Jersey City shul marks 50th anniversary

Jersey City shul marks 50th anniversary

Students and leaders of the religious school are shown as they prepared for graduation in 1970. Bottom row, from left, Mara Weinike, Beth Janoff (The Jewish Standard’s community editor), Jill Rabbino, Norma Bresnick, Jane Jacobs, Sherrie Levine, and Tobi Fineberg. Second row, Mrs. Esther Gordon, teacher, Alayne Smith, Ivy Mazur, Rina Saltzman, Lori Ehrlich, and Janet Schultz. Top row, Rabbi Samuel Smerling, Leonard Carlin, Michael Brodie, Arthur Brand, Steven Flashenberg, Cantor Marshall Wise, David Siegelman, Michael Rubin, Scott Goler, and Dr. David M. Parish, principal. Not shown, Dean Brody.

On Nov. 22, 1963, Cong. B’nai Jacob’s gleaming new synagogue was dedicated during Friday night services. Nearly 50 years later – on Nov. 22, 2008 – the shul will commemorate the event with a gala dinner dance.

The synagogue – located at 176 West Side Avenue in Jersey City – has invited a wide range of groups to help it celebrate, including current and former members of the congregation, alumni of the Hebrew school, and friends of the congregation, both within the community and from surrounding areas.

The commemorative weekend kicks off at 8 p.m. on Nov. 21, with Friday Night Live! services led by Cantor Marsha Dubrow, religious leader of the shul, followed by an Oneg Shabbat. The celebration continues Saturday morning with Shabbat services at 9 a.m. and Kiddush at noon. At 7:30 p.m. on Saturday night, the dining, dancing, and singing begin.

Ground-breaking ceremonies at Fulton St. and West Side Ave.

Cong. B’nai Jacob traveled from church to house to school before constructing its current home on West Side Ave. Founded in the late 1950s by eight Jersey City families who came together under the chairmanship of Alan Beer, the Conservative congregation’s first services were held at the Bethany Lutheran Church in 1960. Not long afterwards, the group purchased an abandoned house on West Side Ave. and engaged Rabbi Howard Hersch as its first spiritual leader.
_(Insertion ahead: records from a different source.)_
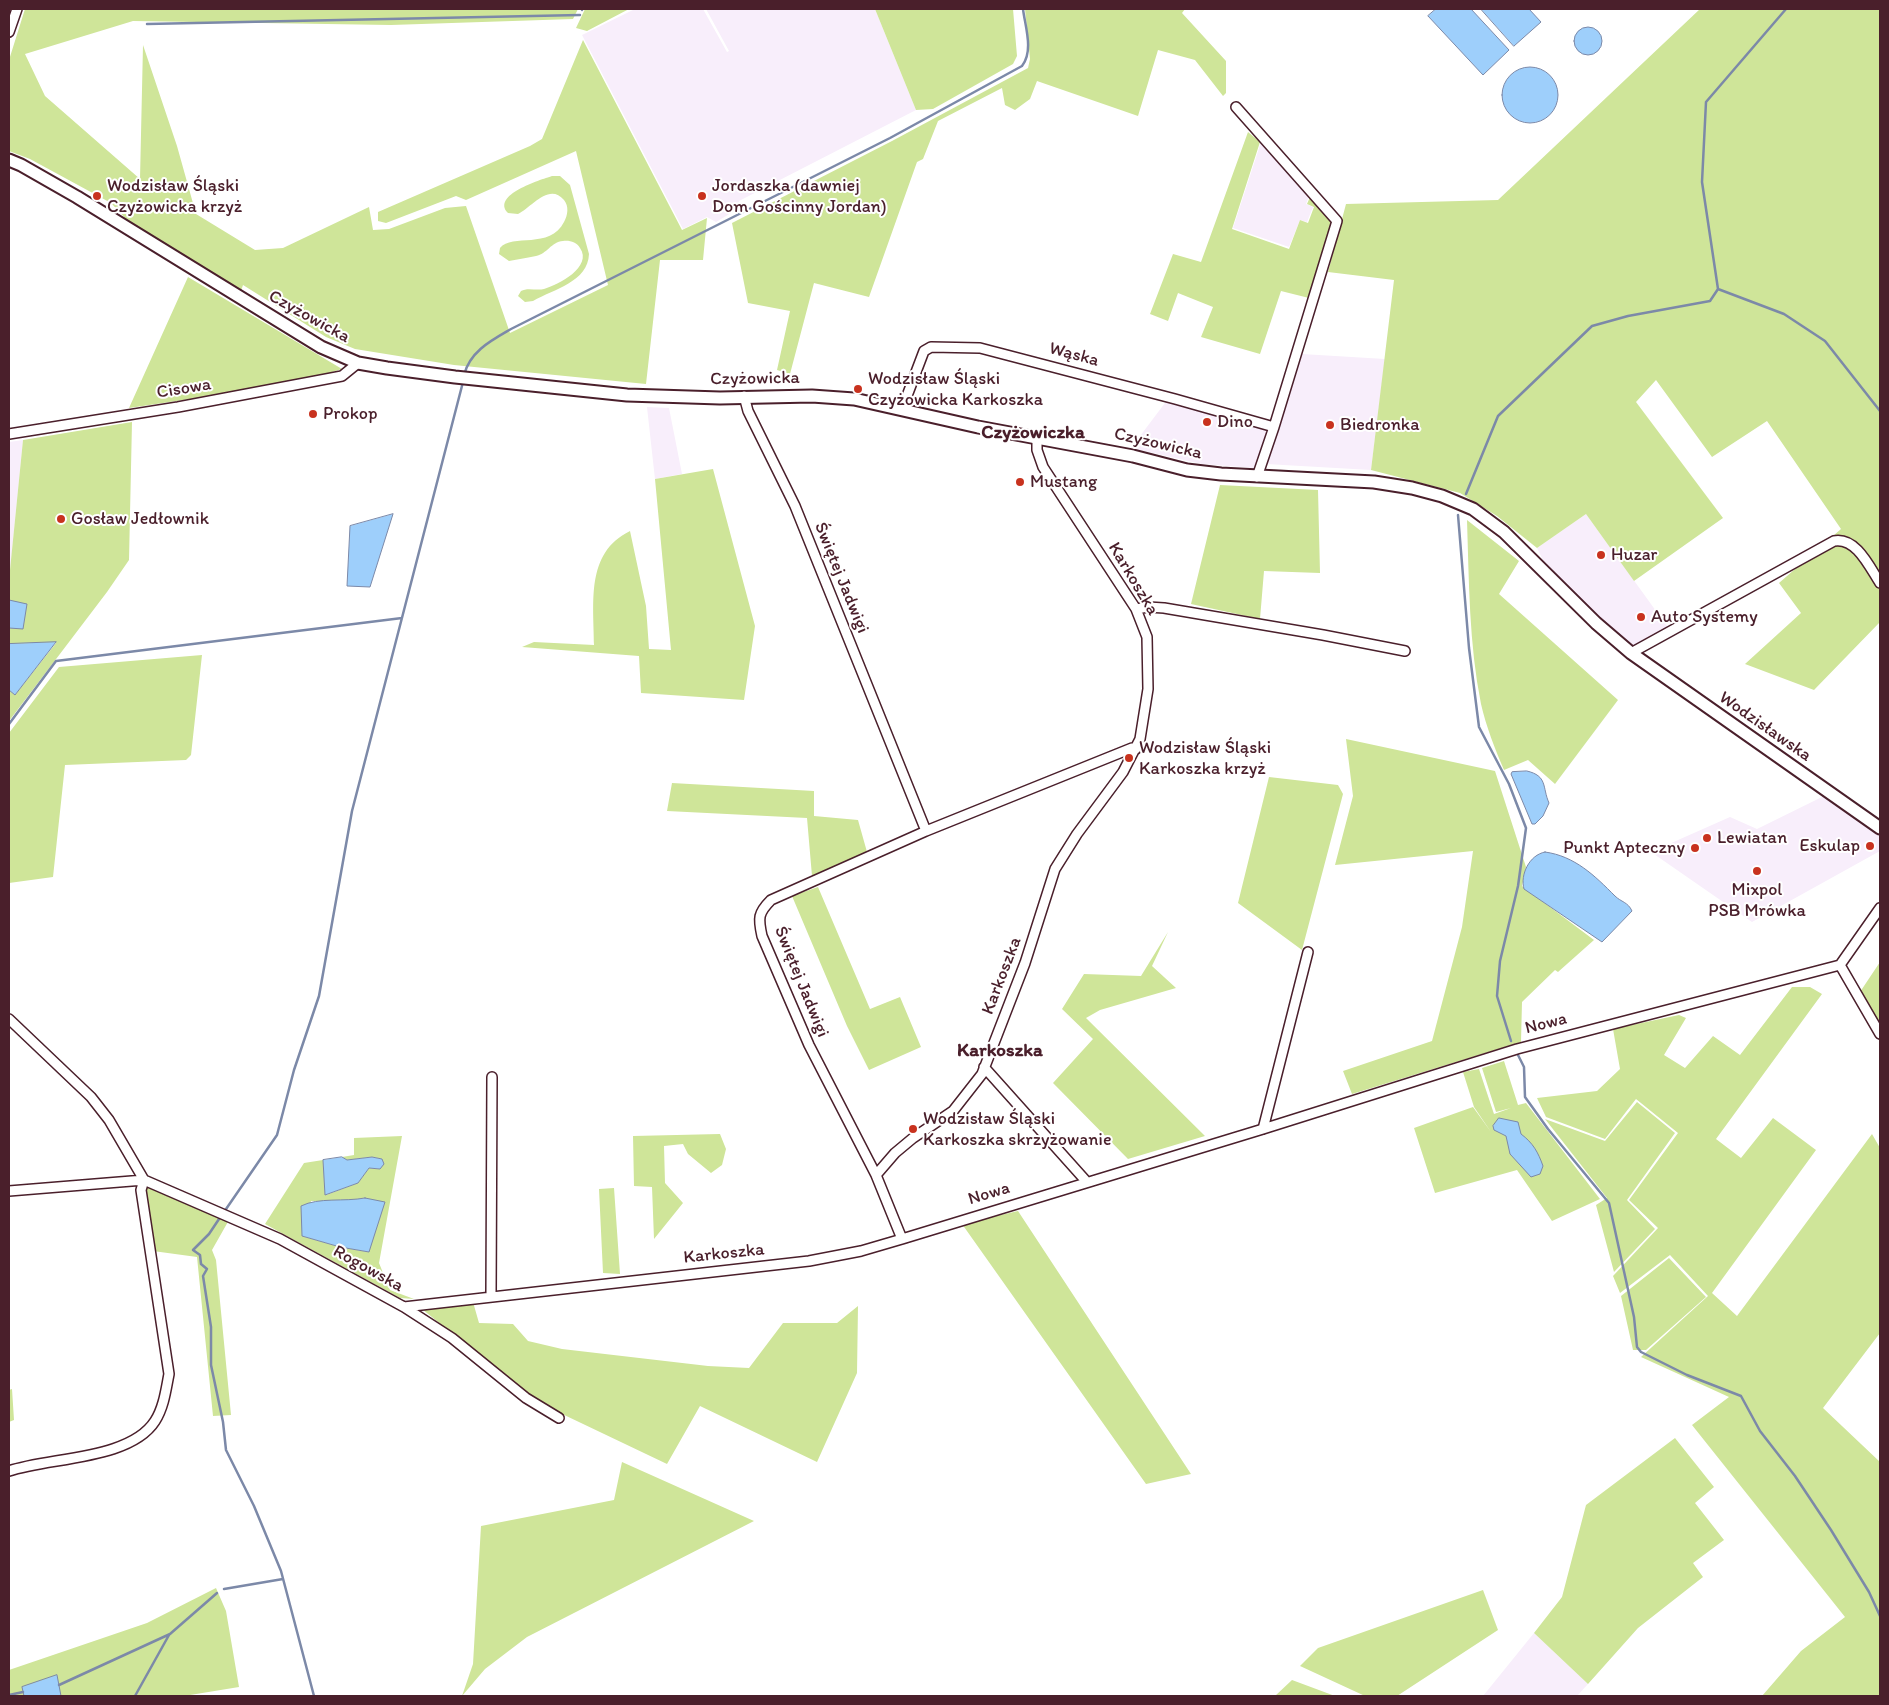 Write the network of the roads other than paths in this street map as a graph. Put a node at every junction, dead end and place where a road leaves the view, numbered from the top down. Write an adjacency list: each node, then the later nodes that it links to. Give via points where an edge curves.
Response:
1 (17, 9): 2 (street)
2 (9, 32)
3 (1236, 107): 8 (street, via 1337,221)
4 (9, 160): 5 (street, Czyżowicka, via 77,197 321,347)
5 (358, 363): 6 (street, Czyżowicka, via 627,395); 9 (street, Cisowa, via 342,376)
6 (744, 396): 7 (street, Czyżowicka, via 854,399); 19 (street, Świętej Jadwigi, via 748,411 795,506)
7 (902, 409): 8 (street, Wąska, via 924,351 931,347 980,348); 10 (street, Czyżowicka)
8 (1274, 427): 11 (street)
9 (9, 434)
10 (1037, 437): 11 (street, Czyżowicka, via 1187,470); 14 (street, Karkoszka, via 1037,450 1043,466)
11 (1257, 476): 12 (street, Czyżowicka, via 1374,482 1442,496 1473,509)
12 (1530, 556): 16 (street, Wodzisławska, via 1596,623)
13 (1880, 582): 16 (street, via 1851,543 1834,541)
14 (1136, 609): 15 (street, via 1164,608); 17 (street, Karkoszka, via 1147,637 1149,664 1145,713)
15 (1405, 651)
16 (1631, 653): 18 (street, Wodzisławska)
17 (1136, 749): 19 (street, Świętej Jadwigi); 25 (street, Karkoszka, via 1054,869 1025,963)
18 (1880, 828)
19 (926, 831): 28 (street, Świętej Jadwigi, via 771,900 762,909 759,921 762,936 809,1045)
20 (1880, 908): 22 (street)
21 (1308, 952): 27 (street)
22 (1840, 965): 24 (street); 27 (street, Nowa, via 1517,1049)
23 (9, 1019): 29 (street, via 91,1097 109,1120)
24 (1880, 1034)
25 (984, 1067): 28 (street, Karkoszka, via 953,1111 913,1138); 30 (street)
26 (492, 1077): 33 (street)
27 (1263, 1129): 30 (street, Nowa)
28 (876, 1175): 32 (street)
29 (144, 1180): 31 (street, Rogowska); 34 (street, Rogowska, via 280,1239); 36 (street, via 141,1190 169,1374 163,1403 155,1421 142,1436 122,1445)
30 (1086, 1181): 32 (street, Nowa)
31 (9, 1191)
32 (902, 1239): 33 (street, Karkoszka, via 809,1261)
33 (491, 1296): 34 (street, Karkoszka)
34 (404, 1307): 35 (street, Rogowska, via 452,1338 526,1398)
35 (559, 1418)
36 (9, 1471)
Soon – the old house bursting with at least 100 families – the synagogue had to rent the auditorium of a public school to accommodate the over 500 attendees at High Holy Day services. In the meantime, the synagogue’s Hebrew school was expanding, making the need for a larger, permanent space even more critical.

After purchasing a plot of land at Fulton and West Side Aves. at a city auction, the congregation drew up plans for construction.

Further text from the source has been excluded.